1. Dead bodies cannot be buried underground.
The water levels are so high in New Orleans that the dead need to be laid to rest in tombs above ground so their bodies will not resurface.
2. Five school children haunt the Andrew Jackson Hotel.
This hotel is said to be haunted by five small boys who were killed in a fire when the building was a boarding school in 1778. Guests say other ghosts in the hotel include a nun who leapt from the window and a Confederate solider.
3. There’s a vampire in the French Quarter.
Ramon, one of the first-known vampires in New Orleans, still haunts the French Quarter. In the 1830s, Ramon owned a home in the French Quarter with many servants. When Ramon died and the servants dug a hole for his body in the garden, they found dozens of bodies buried there that had been drained of all of their blood. The servants kept disappearing after his death. Some say Ramon still lurks at night.
4. Funerals have their own soundtrack.
Jazz funerals began when more than 41,000 people in New Orleans died from yellow fever from 1817–1905. People began to believe that the dead were coming back to infect the living, so during funeral processions the body was carried in a random route through the streets to “confuse” the deceased so they would forget where they lived. Jazz music was added to celebrate the person’s life.
5. Some families never leave a corpse’s side to keep them from coming back as a vampire.
This is called “sitting up with the dead.” The corpse is never left unattended until the body is buried. The tradition began in the 1800s. If there was a sign of paranormal activity, the family would call a witch doctor to make sure the corpse did not come back as something evil and unnatural.
6. A sultan was buried alive.
In the 1840s, a sultan from Turkey rented the Gardette-Laprete house in New Orleans where he created a harem. One afternoon an onlooker noticed blood draining from the home. When the authorities broke down the door, they found dead bodies everywhere. Every person in the house had been killed. They discovered the sultan’s body in a shallow grave behind the house. He had apparently been buried alive. No one ever found out who the murderer was.
7. Werewolves are said to prowl New Orleans.

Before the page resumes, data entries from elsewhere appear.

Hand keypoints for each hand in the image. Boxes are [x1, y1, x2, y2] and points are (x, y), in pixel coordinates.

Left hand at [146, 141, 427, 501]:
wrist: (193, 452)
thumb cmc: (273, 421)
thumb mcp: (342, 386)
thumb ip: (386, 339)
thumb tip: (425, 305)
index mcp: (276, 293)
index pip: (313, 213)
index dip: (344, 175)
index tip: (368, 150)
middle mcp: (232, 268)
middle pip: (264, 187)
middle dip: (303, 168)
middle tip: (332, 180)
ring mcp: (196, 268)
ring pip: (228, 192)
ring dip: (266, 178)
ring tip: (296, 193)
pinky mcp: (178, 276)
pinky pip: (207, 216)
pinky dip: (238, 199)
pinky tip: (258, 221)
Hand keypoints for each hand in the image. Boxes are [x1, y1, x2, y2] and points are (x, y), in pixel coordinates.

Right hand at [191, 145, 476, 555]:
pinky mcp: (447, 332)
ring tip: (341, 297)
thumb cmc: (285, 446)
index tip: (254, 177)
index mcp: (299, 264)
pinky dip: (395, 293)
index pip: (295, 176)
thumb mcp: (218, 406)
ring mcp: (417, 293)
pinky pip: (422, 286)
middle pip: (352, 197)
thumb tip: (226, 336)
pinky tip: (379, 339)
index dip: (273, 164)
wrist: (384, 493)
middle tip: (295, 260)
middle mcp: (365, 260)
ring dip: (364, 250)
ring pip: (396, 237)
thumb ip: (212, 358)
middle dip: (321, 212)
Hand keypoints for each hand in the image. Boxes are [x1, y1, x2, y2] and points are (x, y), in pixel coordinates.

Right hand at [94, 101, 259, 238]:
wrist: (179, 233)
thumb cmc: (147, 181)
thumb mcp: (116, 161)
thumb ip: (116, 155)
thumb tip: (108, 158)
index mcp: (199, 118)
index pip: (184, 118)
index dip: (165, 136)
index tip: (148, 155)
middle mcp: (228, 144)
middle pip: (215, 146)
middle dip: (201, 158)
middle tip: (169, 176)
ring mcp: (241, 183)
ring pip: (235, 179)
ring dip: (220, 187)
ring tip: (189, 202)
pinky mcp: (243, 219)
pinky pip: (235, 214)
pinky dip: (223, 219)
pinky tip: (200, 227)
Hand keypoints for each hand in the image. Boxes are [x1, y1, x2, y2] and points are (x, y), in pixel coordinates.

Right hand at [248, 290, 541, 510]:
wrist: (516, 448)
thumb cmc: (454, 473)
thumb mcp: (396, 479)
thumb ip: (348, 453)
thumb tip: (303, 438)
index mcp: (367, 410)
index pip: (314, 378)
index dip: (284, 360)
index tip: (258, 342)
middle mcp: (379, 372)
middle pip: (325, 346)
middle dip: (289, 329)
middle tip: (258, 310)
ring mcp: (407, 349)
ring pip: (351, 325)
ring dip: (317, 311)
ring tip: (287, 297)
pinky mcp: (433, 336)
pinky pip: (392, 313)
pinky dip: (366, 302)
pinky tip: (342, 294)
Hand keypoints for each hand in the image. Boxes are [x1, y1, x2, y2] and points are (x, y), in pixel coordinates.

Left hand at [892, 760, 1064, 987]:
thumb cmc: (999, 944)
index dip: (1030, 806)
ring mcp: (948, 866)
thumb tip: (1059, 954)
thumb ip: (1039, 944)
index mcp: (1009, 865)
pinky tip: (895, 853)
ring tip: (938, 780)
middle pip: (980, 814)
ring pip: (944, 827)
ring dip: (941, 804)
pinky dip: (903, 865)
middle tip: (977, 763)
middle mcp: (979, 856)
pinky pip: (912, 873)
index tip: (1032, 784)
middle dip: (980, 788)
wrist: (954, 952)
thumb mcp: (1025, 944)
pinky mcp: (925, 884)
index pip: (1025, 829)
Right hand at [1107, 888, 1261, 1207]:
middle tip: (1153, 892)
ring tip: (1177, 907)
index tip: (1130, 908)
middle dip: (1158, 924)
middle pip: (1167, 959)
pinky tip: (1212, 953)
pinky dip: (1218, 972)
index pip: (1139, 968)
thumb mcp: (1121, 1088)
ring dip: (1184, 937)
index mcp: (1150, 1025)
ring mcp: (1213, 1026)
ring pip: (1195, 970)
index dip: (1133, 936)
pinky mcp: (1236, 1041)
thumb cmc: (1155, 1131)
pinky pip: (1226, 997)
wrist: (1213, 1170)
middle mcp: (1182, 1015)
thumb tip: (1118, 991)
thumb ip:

Since the 1800s, people say werewolves hunt in the surrounding swamps and cemeteries of New Orleans.
8. A voodoo queen lurks in the Saint Louis Cemetery.
Voodoo Queen Marie Laveau (1794–1881) is said to be buried here and regularly haunts the area. She places curses on whomever trespasses. Her large snake, Zombi, is said to be buried with her.
9. Graves are often left open.
Many graves in New Orleans can be found open because grave robbers can easily access all of the tombs above ground.
10. An old woman’s ghost sits on hotel beds at Le Pavilion Hotel.
People have allegedly reported that an a old gray-haired woman sat on the side of their bed when they stayed there. They could feel the weight of her body and her cold hands stroking their head while she said, “I will never let you go.”
11. Dead doctors and soldiers roam the Hotel Provincial.
Parts of this hotel were once a Civil War Confederate hospital. It is haunted with the medical staff and wounded soldiers who reach out for help and moan. The hotel staff have seen bloodstains appear and disappear on the sheets.
12. The LaLaurie estate used to have a human centipede torture attic.
In the 1830s, Madame LaLaurie tortured her slaves in horrific ways. In her attic, she strapped her slaves to operating tables and performed botched sex-change operations, bizarre amputations, and other horrific medical experiments. It is rumored that their souls haunt the property. To this day, the house has not had a single owner for more than a five-year period.